Everybody likes a five-bagger, especially one that goes nicely with ice and a slice. But the question is whether Fevertree Drinks can continue to sparkle. It will certainly need to, given its sky-high valuation of 91 times earnings. That's forecast to drop to 50 times at the end of this year, thanks to continued rapid earnings per share (EPS) growth, projected to be 87% this year. However, that is down from 303% last year, so the momentum is slowing. For 2017 the forecast is for EPS growth of a much more sober 9%.
That's the spirit
This year, earnings are forecast to rise 55%, from around £59m to £93m. Next year, they are forecast to hit £109m, a rise of 'just' 17%. There is a danger that this slowing pattern will continue, as the artisan gin revolution will run out of steam one day. Also, tonic water competition is a lot stiffer than it was, with Fentimans, 1724, Bramely & Gage's 6 O'Clock, and Pellegrino all battling for drinkers' attention. Tonic giant Schweppes, which is owned by Coca-Cola, is fighting back with its own range of premium mixers.
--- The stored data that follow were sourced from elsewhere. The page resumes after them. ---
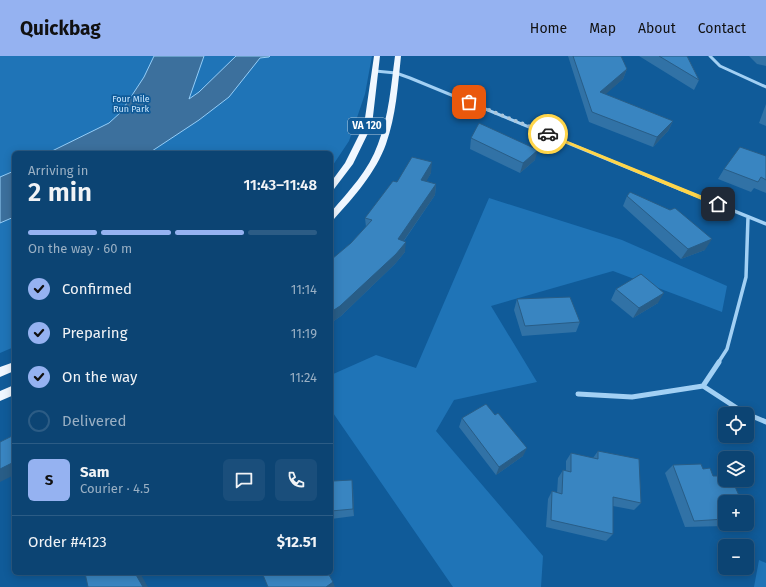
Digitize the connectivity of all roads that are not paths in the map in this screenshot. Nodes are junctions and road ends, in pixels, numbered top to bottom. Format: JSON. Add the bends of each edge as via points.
{"nodes":[{"id":1,"x":377,"y":56,"type":"edge"},
{"id":2,"x":398,"y":56,"type":"edge"},
{"id":3,"x":710,"y":56,"type":"edge"},
{"id":4,"x":375,"y":71,"type":"junction"},
{"id":5,"x":396,"y":73,"type":"junction"},
{"id":6,"x":766,"y":87,"type":"edge"},
{"id":7,"x":333,"y":184,"type":"edge"},
{"id":8,"x":333,"y":214,"type":"edge"},
{"id":9,"x":748,"y":217,"type":"junction"},
{"id":10,"x":766,"y":224,"type":"edge"},
{"id":11,"x":12,"y":367,"type":"edge"},
{"id":12,"x":0,"y":372,"type":"edge"},
{"id":13,"x":703,"y":386,"type":"junction"},
{"id":14,"x":12,"y":391,"type":"edge"},
{"id":15,"x":578,"y":394,"type":"dead end"},
{"id":16,"x":0,"y":396,"type":"edge"},
{"id":17,"x":735,"y":407,"type":"edge"},
{"id":18,"x":754,"y":417,"type":"edge"},
{"id":19,"x":766,"y":422,"type":"edge"}],
"edges":[{"from":1,"to":4,"type":"main road","number":"VA 120"},
{"from":2,"to":5,"type":"main road","number":"VA 120"},
{"from":3,"to":6,"type":"street","via":[[720,66]]},
{"from":4,"to":5,"type":"street"},
{"from":4,"to":7,"type":"main road","number":"VA 120","via":[[368,125],[348,164]]},
{"from":5,"to":8,"type":"main road","number":"VA 120","via":[[382,145],[372,164]]},
{"from":5,"to":9,"type":"street"},
{"from":9,"to":10,"type":"street"},
{"from":9,"to":13,"type":"street","via":[[746,277],[727,349]]},
{"from":11,"to":12,"type":"main road"},
{"from":13,"to":15,"type":"street","via":[[632,397]]},
{"from":13,"to":17,"type":"street"},
{"from":14,"to":16,"type":"main road"},
{"from":18,"to":19,"type":"street"}]}
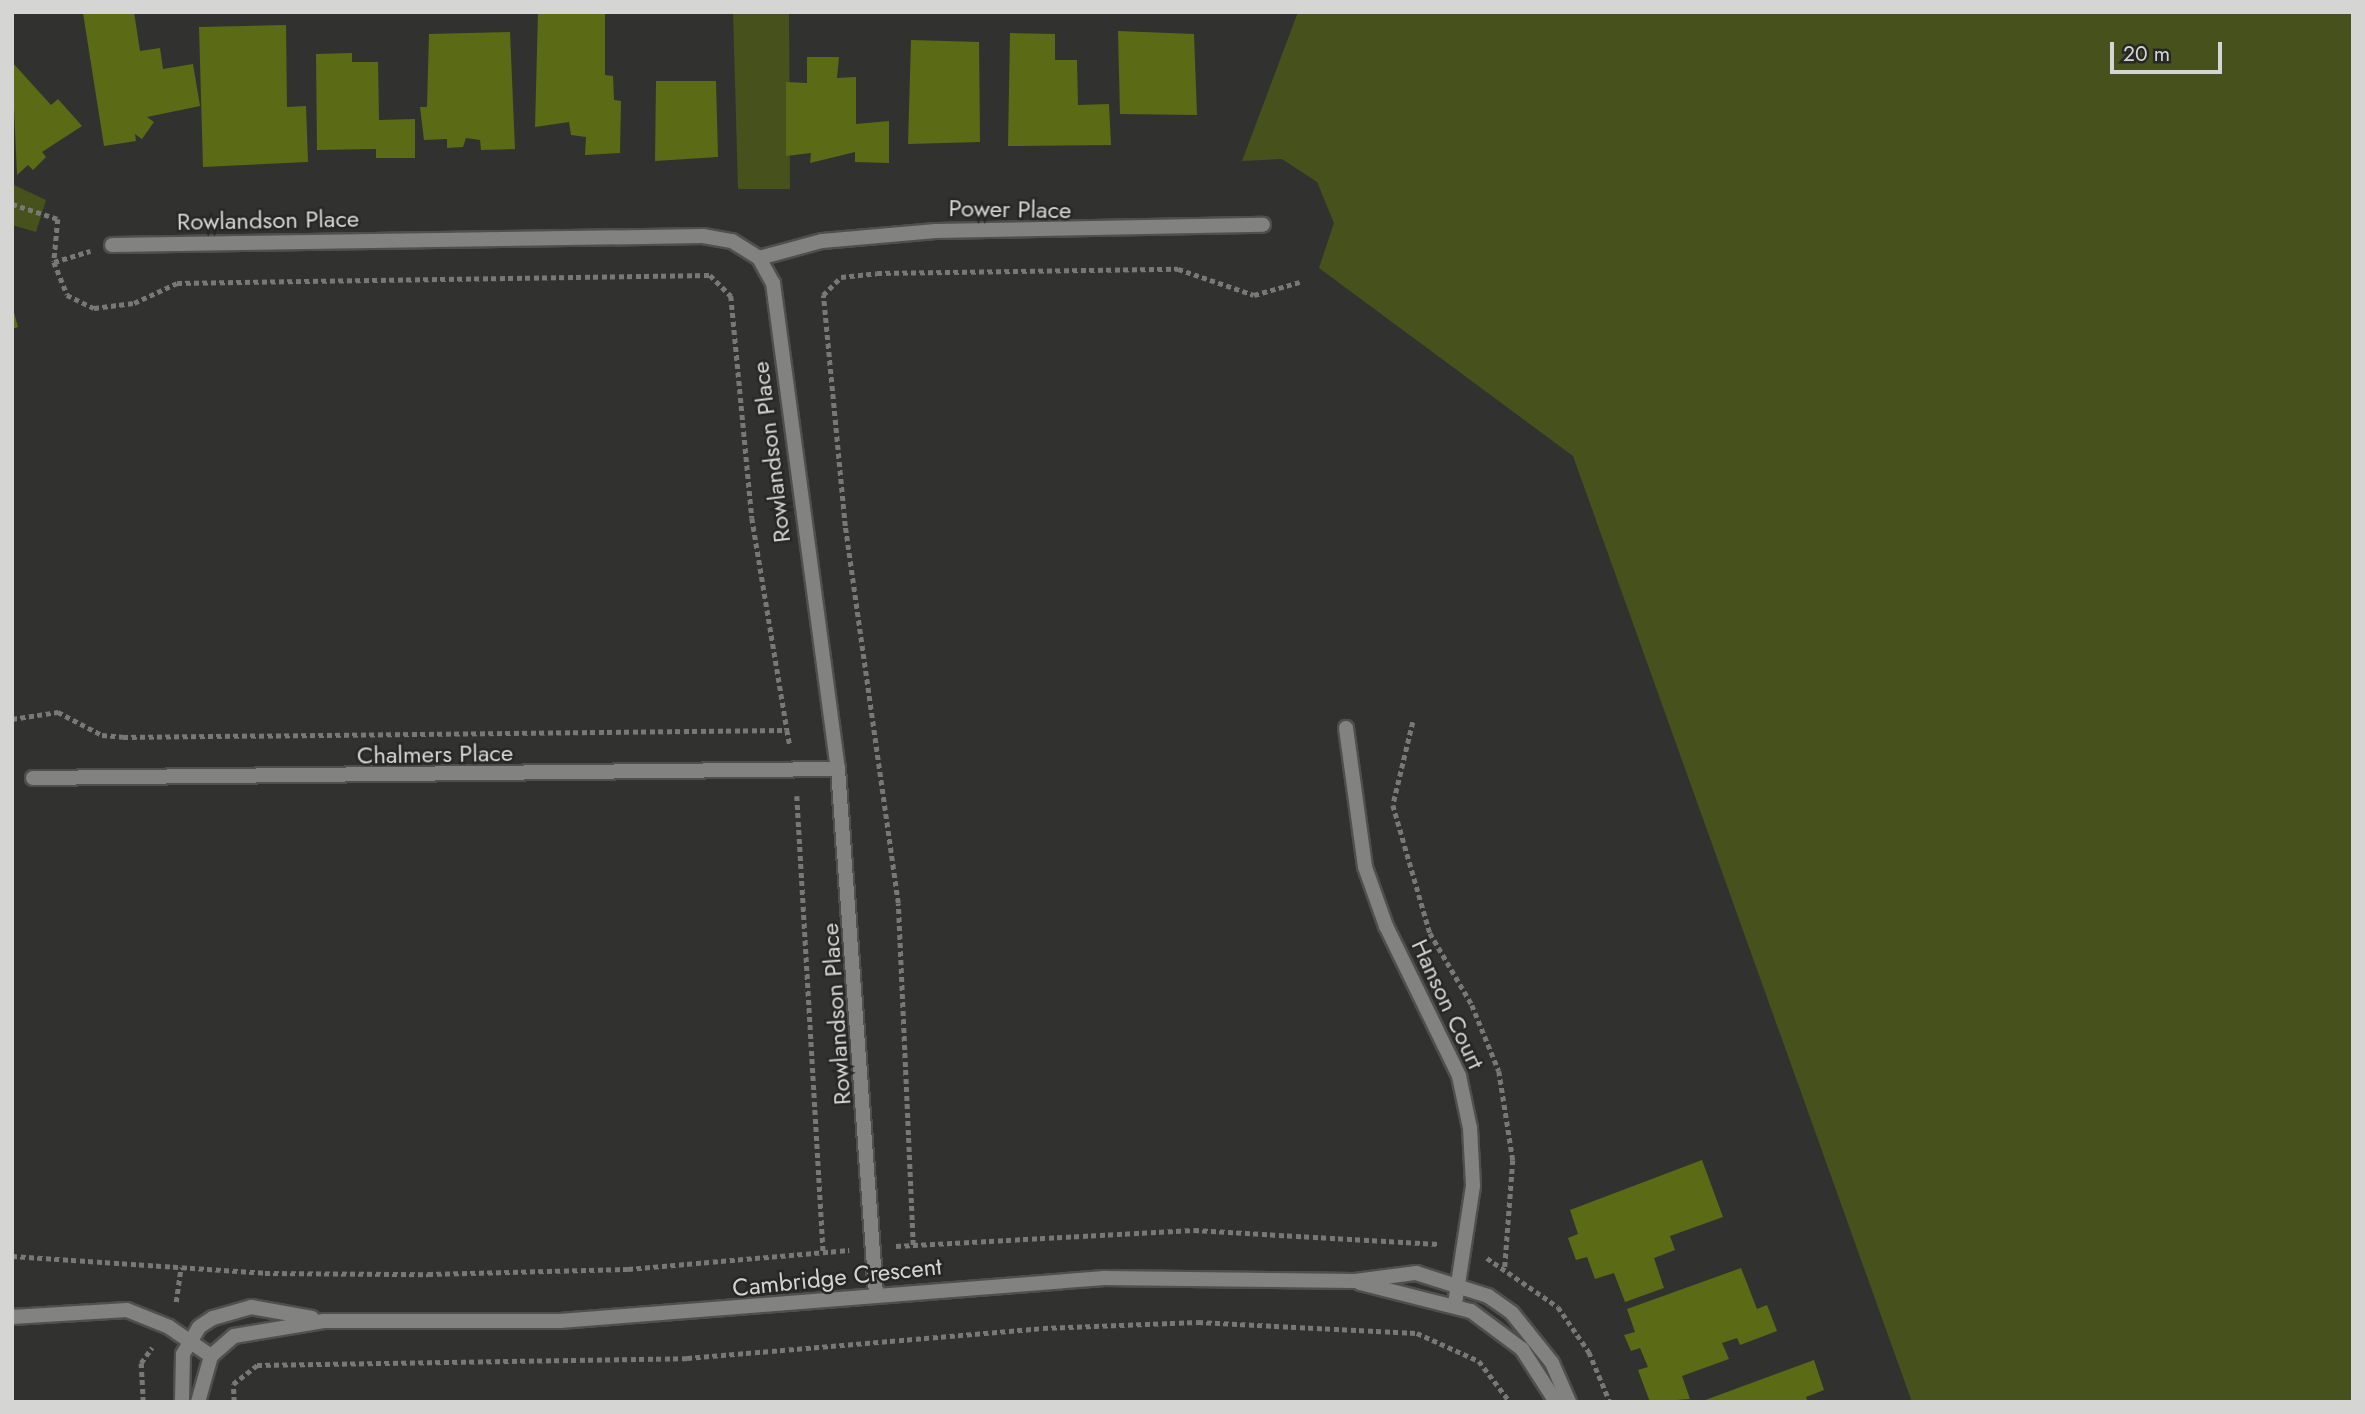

Fevertree still hits the right spot, with the share price almost doubling from 583p to 1,055p since I raised my glass to the stock on 19 February 2016 (when its valuation was stood at a whopping 203 times earnings). Management expects full-year results to beat market expectations after a spirited performance in the second half of this year. It still looks a tempting buy, although its five-bagging days are surely over.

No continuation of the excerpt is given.